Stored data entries
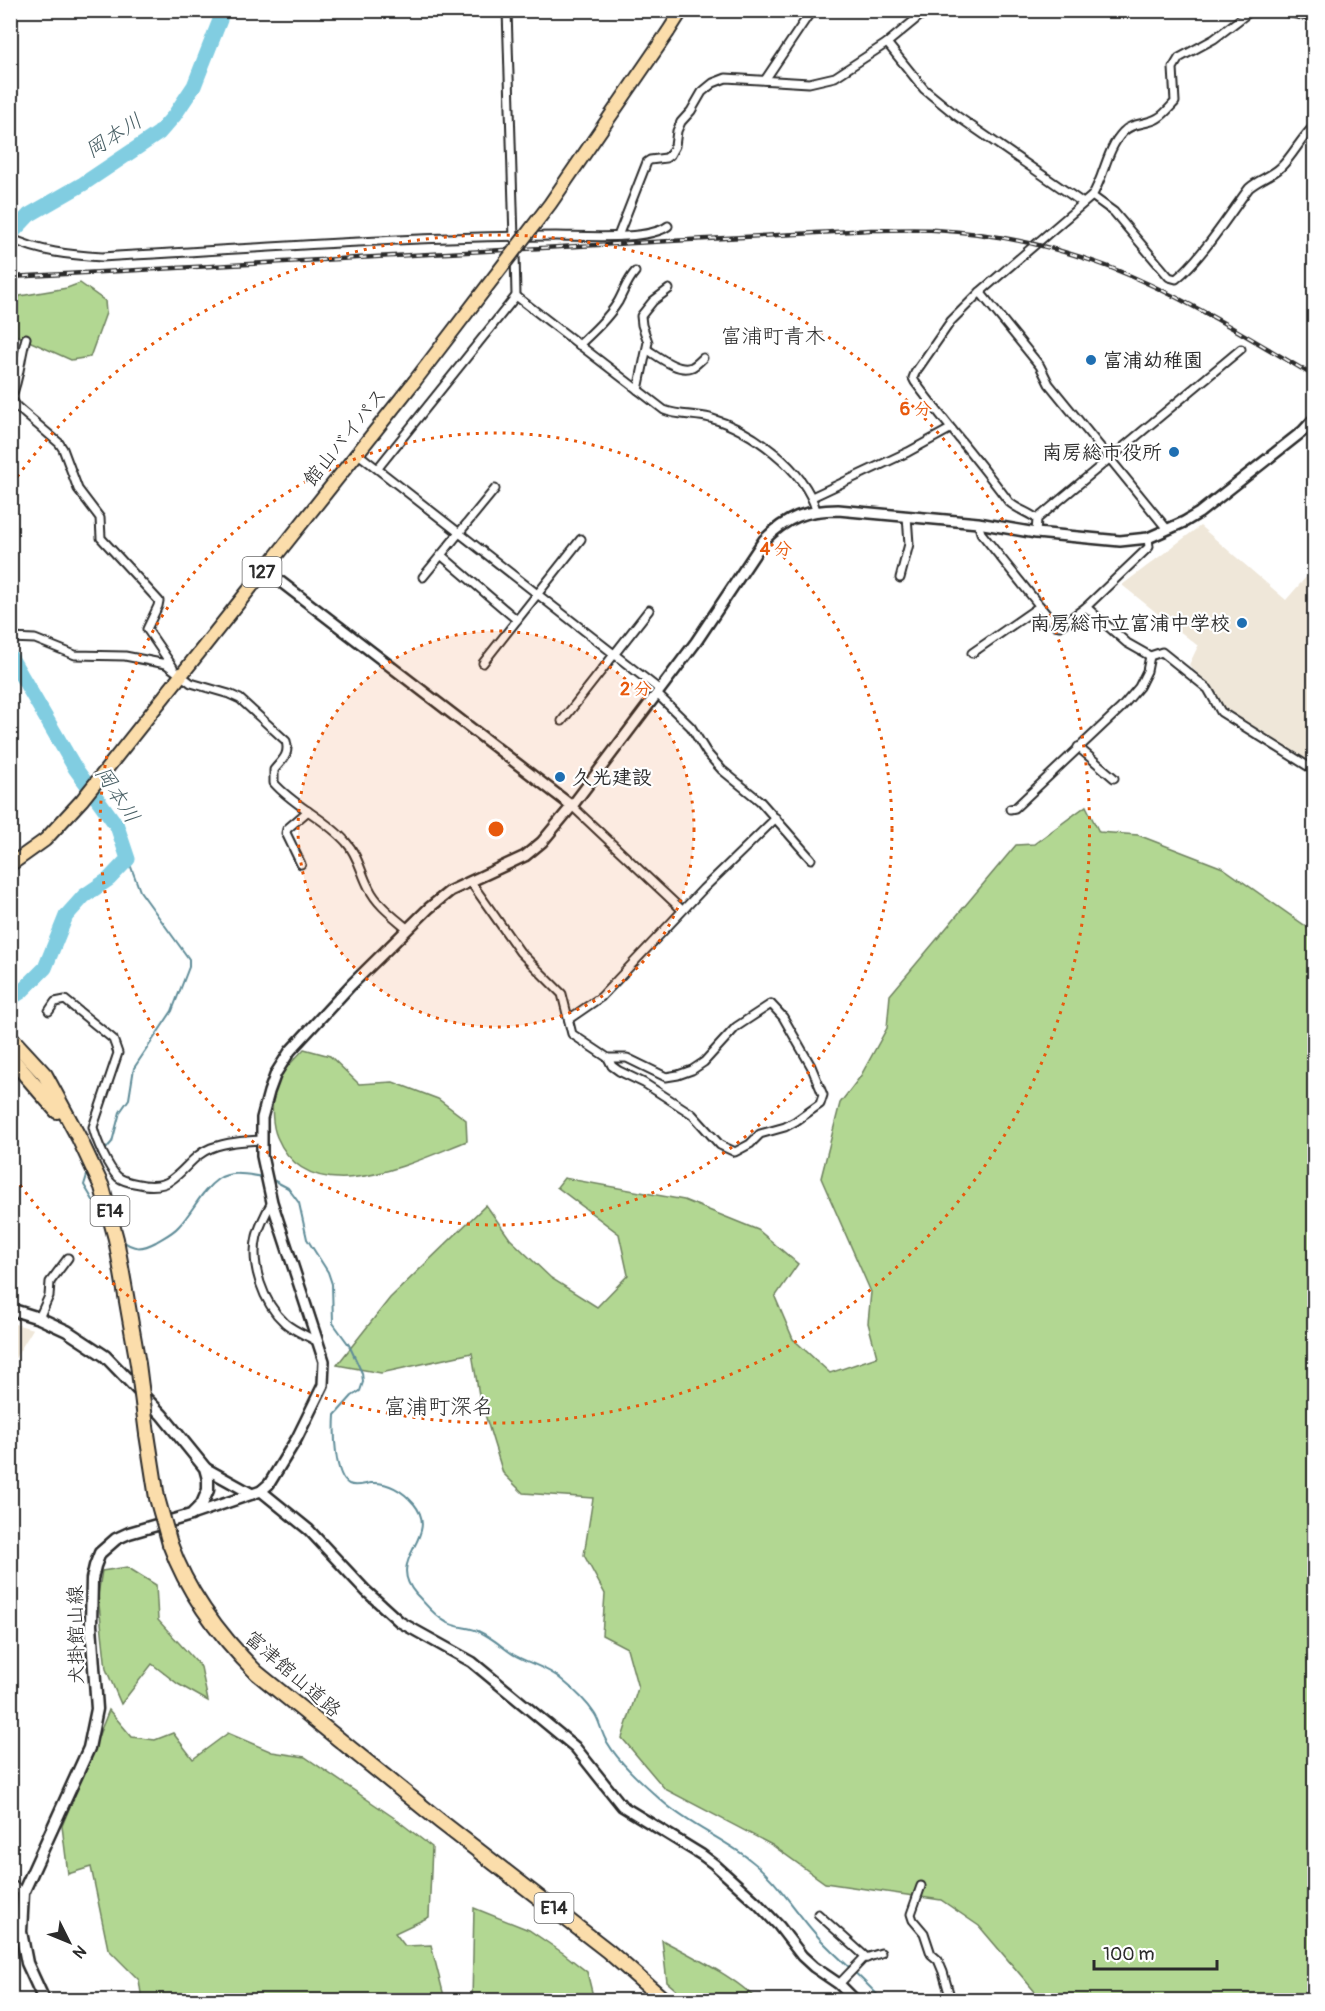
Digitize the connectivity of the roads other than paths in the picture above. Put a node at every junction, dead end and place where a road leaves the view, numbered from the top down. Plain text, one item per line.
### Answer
1 (507, 10) edge
2 (682, 10) edge
3 (812, 10) edge
4 (927, 10) edge
5 (1252, 10) edge
6 (1273, 10) edge
7 (1314, 17) edge
8 (887, 43) junction
9 (765, 80) junction
10 (1314, 126) edge
11 (1092, 195) junction
12 (1083, 202) junction
13 (668, 226) dead end
14 (514, 236) junction
15 (618, 236) junction
16 (10, 238) edge
17 (635, 272) dead end
18 (669, 289) dead end
19 (980, 292) junction
20 (516, 296) junction
21 (26, 338) dead end
22 (579, 345) junction
23 (1241, 348) dead end
24 (648, 350) junction
25 (703, 358) dead end
26 (638, 390) junction
27 (1314, 419) edge
28 (950, 429) junction
29 (357, 453) junction
30 (1110, 459) junction
31 (378, 468) junction
32 (495, 489) dead end
33 (812, 497) junction
34 (816, 510) junction
35 (907, 516) junction
36 (1037, 519) junction
37 (978, 523) junction
38 (1167, 529) junction
39 (459, 532) junction
40 (1036, 533) junction
41 (1148, 538) junction
42 (581, 540) dead end
43 (441, 555) junction
44 (264, 569) junction
45 (423, 577) dead end
46 (900, 578) dead end
47 (537, 593) junction
48 (1040, 606) junction
49 (1086, 607) junction
50 (649, 610) dead end
51 (517, 620) junction
52 (13, 637) edge
53 (972, 653) dead end
54 (614, 654) junction
55 (1150, 656) junction
56 (483, 663) dead end
57 (177, 671) junction
58 (658, 692) junction
59 (562, 721) dead end
60 (1078, 747) junction
61 (1314, 770) edge
62 (1114, 778) dead end
63 (572, 807) junction
64 (1010, 810) dead end
65 (308, 811) junction
66 (776, 818) junction
67 (811, 859) dead end
68 (301, 864) dead end
69 (10, 865) edge
70 (470, 881) junction
71 (679, 908) dead end
72 (408, 929) junction
73 (49, 1011) dead end
74 (569, 1019) junction
75 (10, 1036) edge
76 (10, 1057) edge
77 (608, 1058) junction
78 (79, 1138) junction
79 (261, 1140) junction
80 (273, 1202) junction
81 (68, 1258) dead end
82 (10, 1309) edge
83 (39, 1318) junction
84 (318, 1342) junction
85 (206, 1468) junction
86 (256, 1492) junction
87 (191, 1515) junction
88 (10, 1883) edge
89 (921, 1886) dead end
90 (23, 1893) junction
91 (818, 1914) dead end
92 (880, 1953) dead end
93 (867, 1958) junction
94 (839, 1984) junction
95 (44, 2001) edge
96 (664, 2001) edge
97 (855, 2001) edge
98 (951, 2001) edge

1 - 14 street
2 - 29 highway, 館山バイパス / 127, bridge
3 - 9 street
4 - 8 street
5 - 11 street
6 - 7 street
8 - 9 street
8 - 12 street
9 - 15 street
10 - 11 street
11 - 12 street
12 - 19 street
13 - 15 street
14 - 15 street
14 - 16 street
14 - 20 street
17 - 22 street
18 - 24 street
19 - 28 street
19 - 30 street
20 - 22 street
20 - 31 street
21 - 57 street
22 - 26 street
23 - 30 street
24 - 25 street
24 - 26 street
26 - 33 street
27 - 38 street
28 - 33 street
28 - 36 street
29 - 31 street
29 - 44 highway, 館山バイパス / 127
30 - 36 street
30 - 38 street
31 - 39 street
32 - 39 street
33 - 34 street
34 - 35 street
34 - 58 street
35 - 37 street
35 - 46 street
36 - 40 street
37 - 40 street
37 - 48 street
38 - 41 street
39 - 43 street
39 - 47 street
40 - 41 street
41 - 49 street
42 - 47 street
43 - 45 street
43 - 51 street
44 - 57 highway, 館山バイパス / 127
44 - 63 street
47 - 51 street
47 - 54 street
48 - 49 street
48 - 53 street
49 - 55 street
50 - 54 street
51 - 56 street
52 - 57 street
54 - 58 street
54 - 59 street
55 - 60 street
55 - 61 street
57 - 65 street
57 - 69 highway, 館山バイパス / 127
58 - 63 street
58 - 66 street
60 - 62 street
60 - 64 street
63 - 70 street
63 - 71 street
65 - 68 street
65 - 72 street
66 - 67 street
66 - 74 street
70 - 72 street
70 - 74 street
72 - 79 street
73 - 79 street
74 - 77 street
75 - 78 highway
76 - 78 highway
77 - 77 street
78 - 96 highway, 富津館山道路 / E14, bridge
79 - 80 street
80 - 84 street
80 - 84 street
81 - 83 street
82 - 83 main road
83 - 85 main road
84 - 86 street
85 - 86 street
85 - 87 main road
86 - 87 street
86 - 94 street
87 - 90 main road, 犬掛館山線
88 - 90 street
89 - 98 street
90 - 95 main road, 犬掛館山線
91 - 93 street
92 - 93 street
93 - 94 street
94 - 97 street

## Description of the task
Find the lines in the entries above where "highway" occurs, and copy each of them.

## Exercise solution
2 - 29 highway, 館山バイパス / 127, bridge
29 - 44 highway, 館山バイパス / 127
44 - 57 highway, 館山バイパス / 127
57 - 69 highway, 館山バイパス / 127
75 - 78 highway
76 - 78 highway
78 - 96 highway, 富津館山道路 / E14, bridge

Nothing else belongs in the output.